◆ TASK TO CARRY OUT
An exact retyping of all lines below is the answer; pictures do not belong in it.

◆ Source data
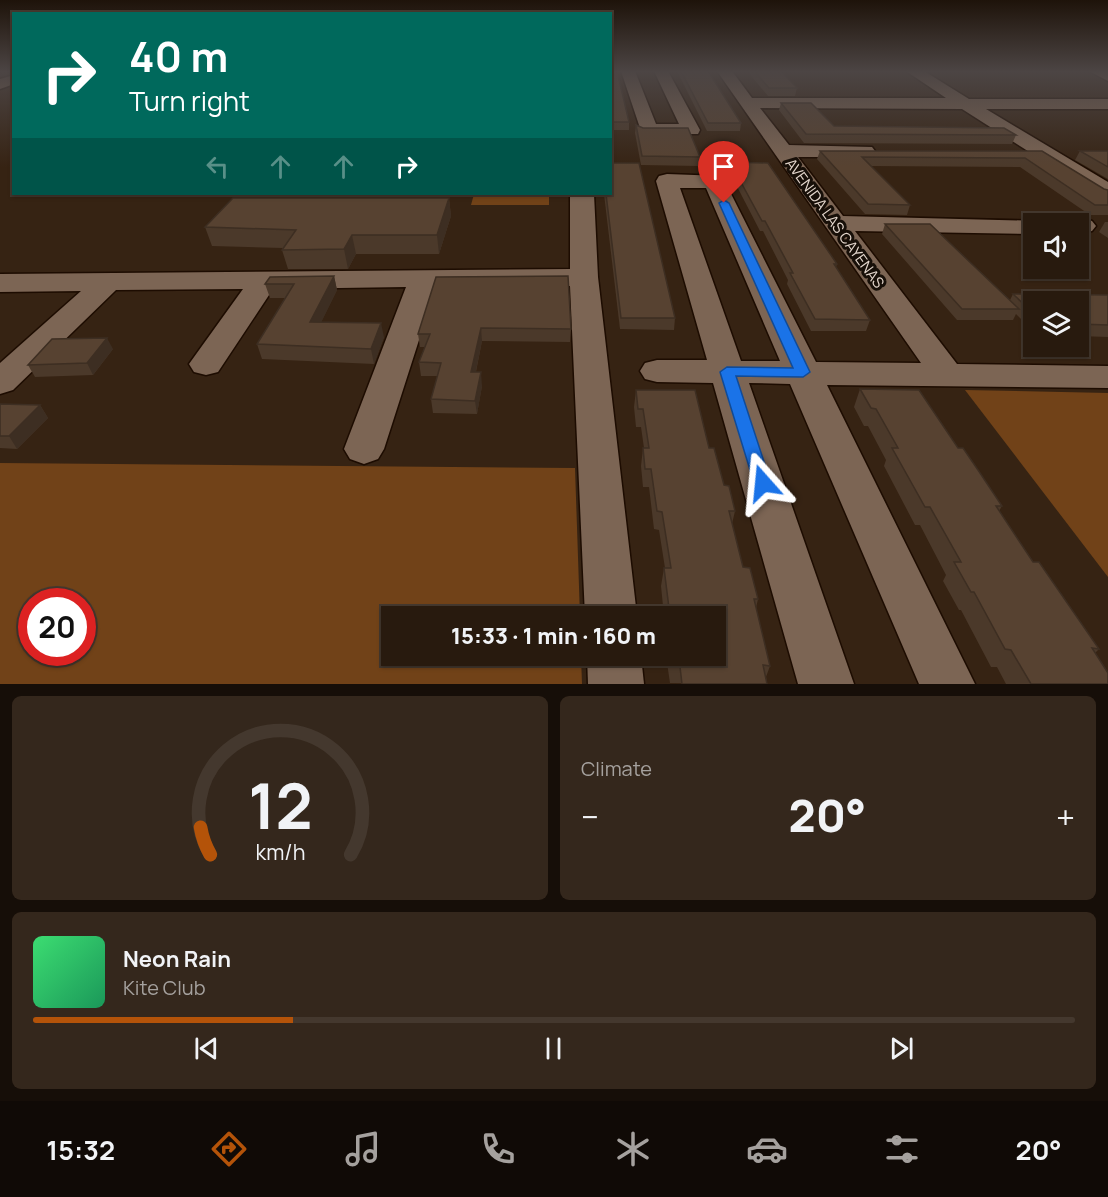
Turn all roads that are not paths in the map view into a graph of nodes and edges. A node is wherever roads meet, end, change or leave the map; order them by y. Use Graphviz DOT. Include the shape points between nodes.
graph roads {
  1 [pos="639,103"];
  2 [pos="677,103"];
  3 [pos="748,103"];
  4 [pos="948,103"];
  5 [pos="966,103"];
  6 [pos="782,151"];
  7 [pos="890,152"];
  8 [pos="1008,152"];
  9 [pos="1044,152"];
  10 [pos="1108,192"];
  11 [pos="582,195"];
  12 [pos="835,223"];
  13 [pos="1023,226"];
  14 [pos="584,277"];
  15 [pos="424,279"];
  16 [pos="264,280"];
  17 [pos="108,282"];
  18 [pos="0,283"];
  19 [pos="206,364"];
  20 [pos="657,370"];
  21 [pos="727,372"];
  22 [pos="803,372"];
  23 [pos="947,375"];
  24 [pos="1108,377"];
  25 [pos="0,382"];
  26 [pos="364,449"];
  27 [pos="610,606"];
  28 [pos="615,666"];
  29 [pos="616,684"];
  30 [pos="826,684"];
  31 [pos="947,684"];
  1 -- 2 [label="street" via="649,130 691,130"];
  3 -- 6 [label="street, AVENIDA LAS CAYENAS"];
  4 -- 5 [label="street"];
  5 -- 9 [label="street"];
  6 -- 7 [label="street"];
  6 -- 12 [label="street, AVENIDA LAS CAYENAS"];
  8 -- 9 [label="street"];
  9 -- 10 [label="street"];
  11 -- 14 [label="street"];
  12 -- 13 [label="street"];
  12 -- 23 [label="street, AVENIDA LAS CAYENAS"];
  14 -- 15 [label="street"];
  14 -- 27 [label="street"];
  15 -- 16 [label="street"];
  15 -- 26 [label="street"];
  16 -- 17 [label="street"];
  16 -- 19 [label="street"];
  17 -- 18 [label="street"];
  17 -- 25 [label="street"];
  20 -- 21 [label="street"];
  21 -- 22 [label="street"];
  21 -- 22 [label="street" via="667,181 714,181"];
  21 -- 30 [label="street"];
  22 -- 23 [label="street"];
  22 -- 31 [label="street"];
  23 -- 24 [label="street"];
  28 -- 29 [label="street"];
}
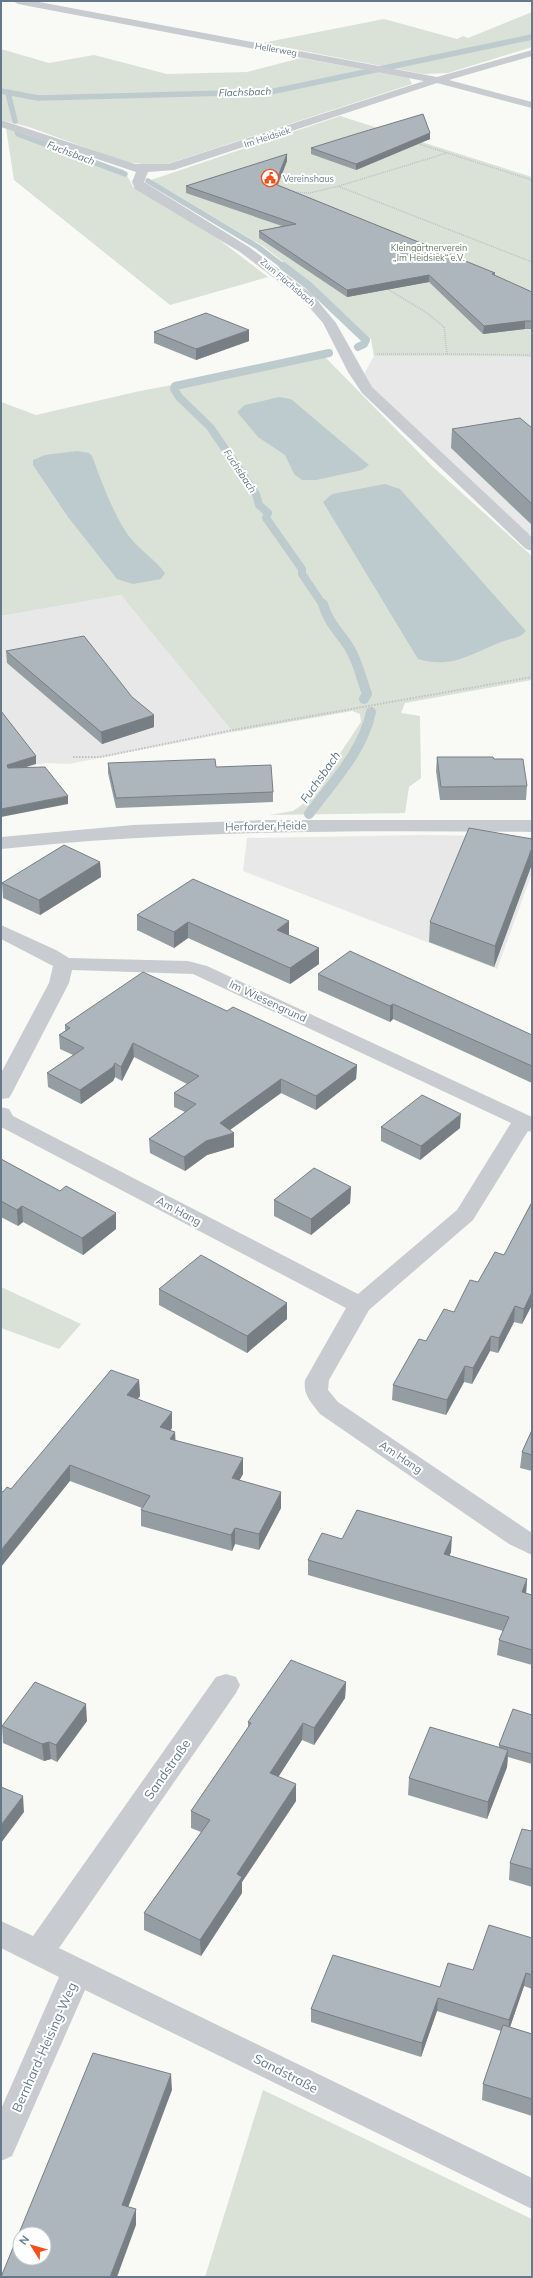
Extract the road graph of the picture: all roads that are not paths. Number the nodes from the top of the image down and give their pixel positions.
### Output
1 (18, 1) edge
2 (532, 53) edge
3 (437, 80) junction
4 (532, 105) edge
5 (1, 122) edge
6 (143, 169) junction
7 (532, 546) edge
8 (532, 826) edge
9 (1, 843) edge
10 (1, 931) edge
11 (64, 964) junction
12 (1, 1093) edge
13 (1, 1114) edge
14 (528, 1123) edge
15 (465, 1216) joint
16 (360, 1305) junction
17 (532, 1545) edge
18 (226, 1685) dead end
19 (1, 1934) edge
20 (39, 1952) junction
21 (78, 1970) junction
22 (1, 2146) edge
23 (532, 2194) edge

1 - 3 street, Hellerweg
2 - 3 street, Im Heidsiek
3 - 4 street, Hellerweg
3 - 6 street, Im Heidsiek
5 - 6 street, Im Heidsiek
6 - 7 street, Zum Flachsbach
8 - 9 street, Herforder Heide
10 - 11 street
11 - 12 street
11 - 14 street, Im Wiesengrund
13 - 16 street, Am Hang
14 - 15 street, Im Wiesengrund
15 - 16 street, Am Hang
16 - 17 street, Am Hang
18 - 20 street, Sandstraße
19 - 20 street, Sandstraße
20 - 21 street, Sandstraße
21 - 22 street, Bernhard-Heising-Weg
21 - 23 street, Sandstraße

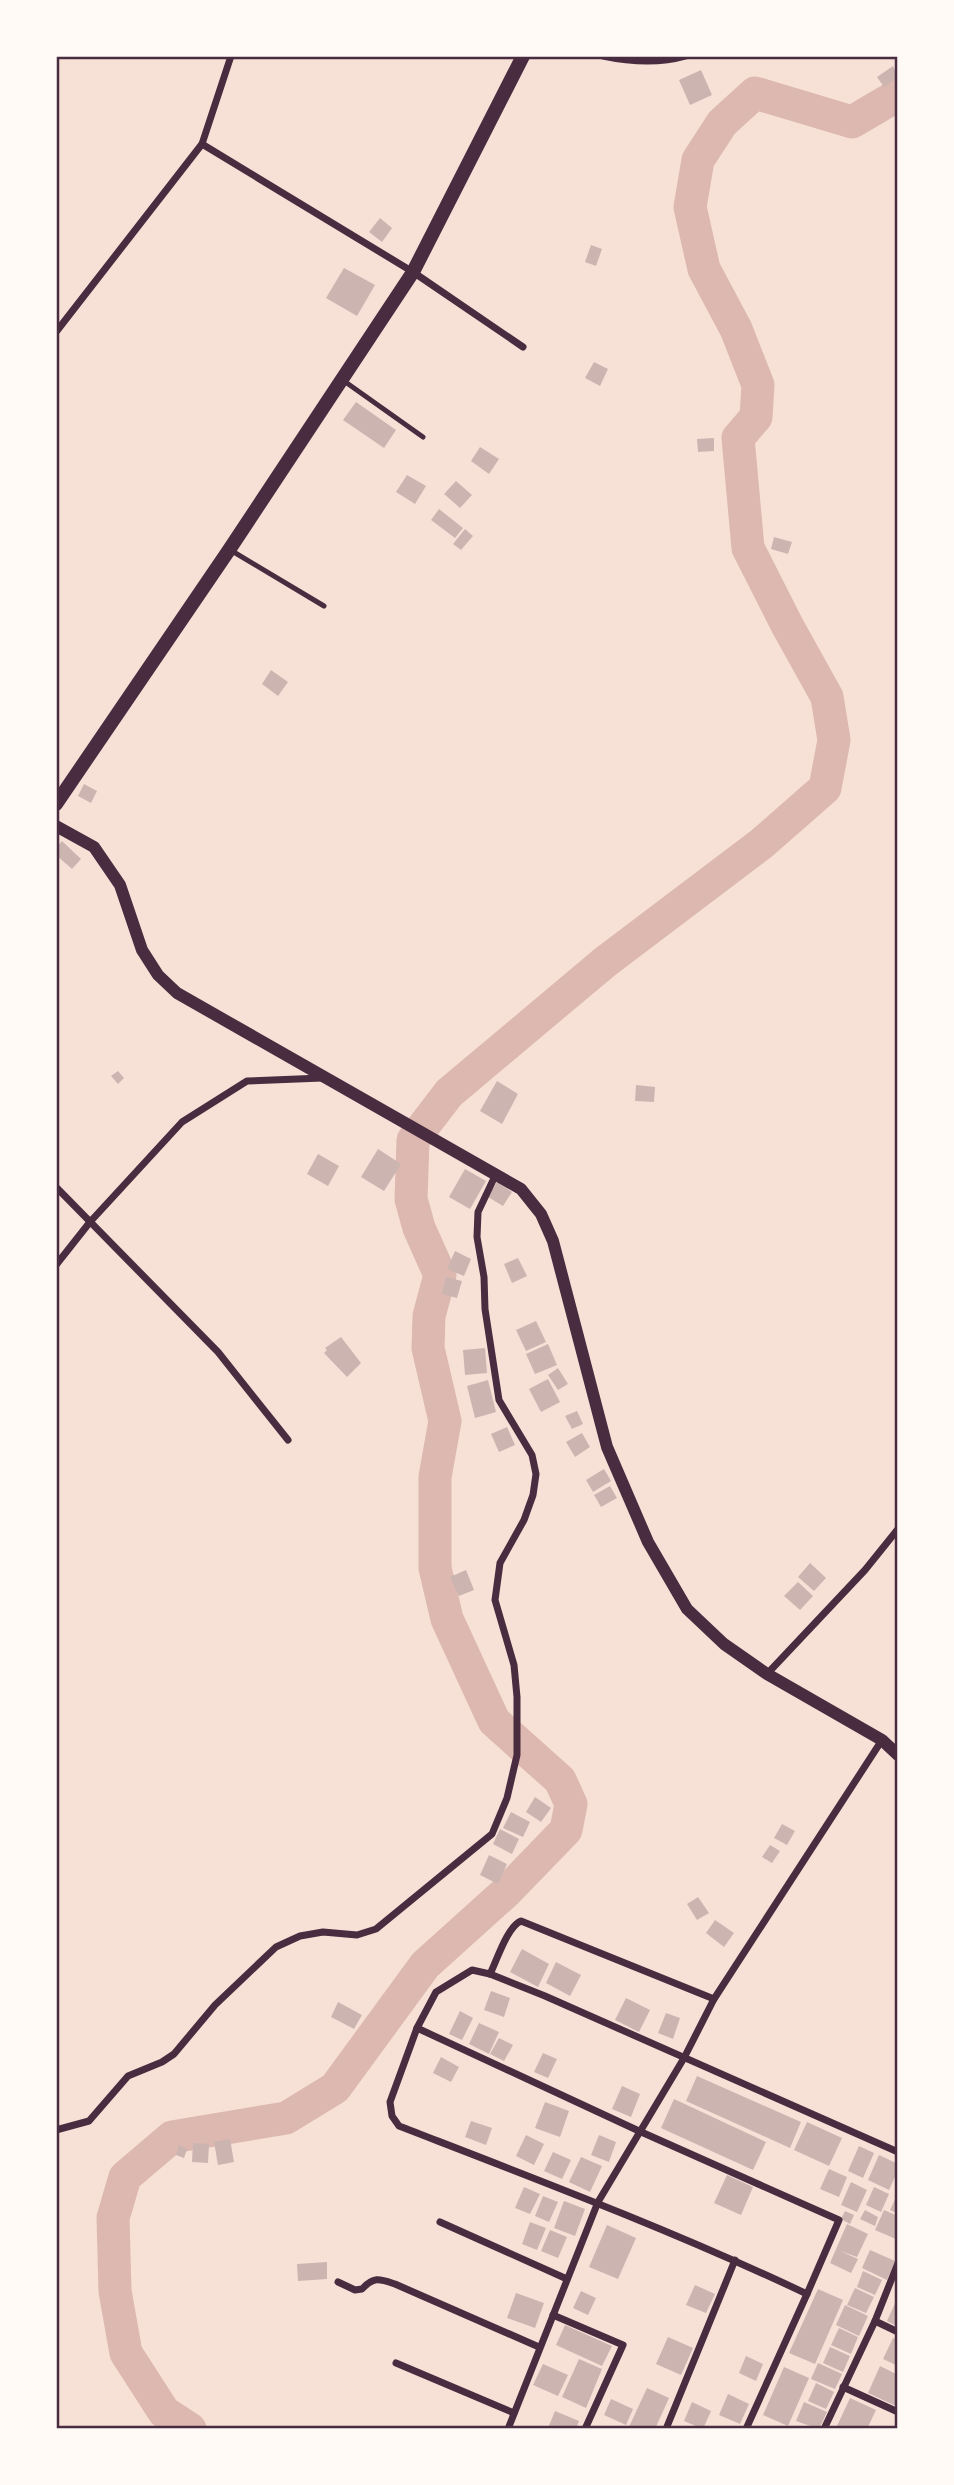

◆ ANSWER SECTION
Turn all roads that are not paths in the map view into a graph of nodes and edges. A node is wherever roads meet, end, change or leave the map; order them by y. Use Graphviz DOT. Include the shape points between nodes.
graph roads {
  1 [pos="639,103"];
  2 [pos="677,103"];
  3 [pos="748,103"];
  4 [pos="948,103"];
  5 [pos="966,103"];
  6 [pos="782,151"];
  7 [pos="890,152"];
  8 [pos="1008,152"];
  9 [pos="1044,152"];
  10 [pos="1108,192"];
  11 [pos="582,195"];
  12 [pos="835,223"];
  13 [pos="1023,226"];
  14 [pos="584,277"];
  15 [pos="424,279"];
  16 [pos="264,280"];
  17 [pos="108,282"];
  18 [pos="0,283"];
  19 [pos="206,364"];
  20 [pos="657,370"];
  21 [pos="727,372"];
  22 [pos="803,372"];
  23 [pos="947,375"];
  24 [pos="1108,377"];
  25 [pos="0,382"];
  26 [pos="364,449"];
  27 [pos="610,606"];
  28 [pos="615,666"];
  29 [pos="616,684"];
  30 [pos="826,684"];
  31 [pos="947,684"];
  1 -- 2 [label="street" via="649,130 691,130"];
  3 -- 6 [label="street, AVENIDA LAS CAYENAS"];
  4 -- 5 [label="street"];
  5 -- 9 [label="street"];
  6 -- 7 [label="street"];
  6 -- 12 [label="street, AVENIDA LAS CAYENAS"];
  8 -- 9 [label="street"];
  9 -- 10 [label="street"];
  11 -- 14 [label="street"];
  12 -- 13 [label="street"];
  12 -- 23 [label="street, AVENIDA LAS CAYENAS"];
  14 -- 15 [label="street"];
  14 -- 27 [label="street"];
  15 -- 16 [label="street"];
  15 -- 26 [label="street"];
  16 -- 17 [label="street"];
  16 -- 19 [label="street"];
  17 -- 18 [label="street"];
  17 -- 25 [label="street"];
  20 -- 21 [label="street"];
  21 -- 22 [label="street"];
  21 -- 22 [label="street" via="667,181 714,181"];
  21 -- 30 [label="street"];
  22 -- 23 [label="street"];
  22 -- 31 [label="street"];
  23 -- 24 [label="street"];
  28 -- 29 [label="street"];
}
Extract the road graph of the picture: all roads that are not paths. Number the nodes from the top of the image down and give their pixel positions.
### Output
1 (18, 1) edge
2 (532, 53) edge
3 (437, 80) junction
4 (532, 105) edge
5 (1, 122) edge
6 (143, 169) junction
7 (532, 546) edge
8 (532, 826) edge
9 (1, 843) edge
10 (1, 931) edge
11 (64, 964) junction
12 (1, 1093) edge
13 (1, 1114) edge
14 (528, 1123) edge
15 (465, 1216) joint
16 (360, 1305) junction
17 (532, 1545) edge
18 (226, 1685) dead end
19 (1, 1934) edge
20 (39, 1952) junction
21 (78, 1970) junction
22 (1, 2146) edge
23 (532, 2194) edge

1 - 3 street, Hellerweg
2 - 3 street, Im Heidsiek
3 - 4 street, Hellerweg
3 - 6 street, Im Heidsiek
5 - 6 street, Im Heidsiek
6 - 7 street, Zum Flachsbach
8 - 9 street, Herforder Heide
10 - 11 street
11 - 12 street
11 - 14 street, Im Wiesengrund
13 - 16 street, Am Hang
14 - 15 street, Im Wiesengrund
15 - 16 street, Am Hang
16 - 17 street, Am Hang
18 - 20 street, Sandstraße
19 - 20 street, Sandstraße
20 - 21 street, Sandstraße
21 - 22 street, Bernhard-Heising-Weg
21 - 23 street, Sandstraße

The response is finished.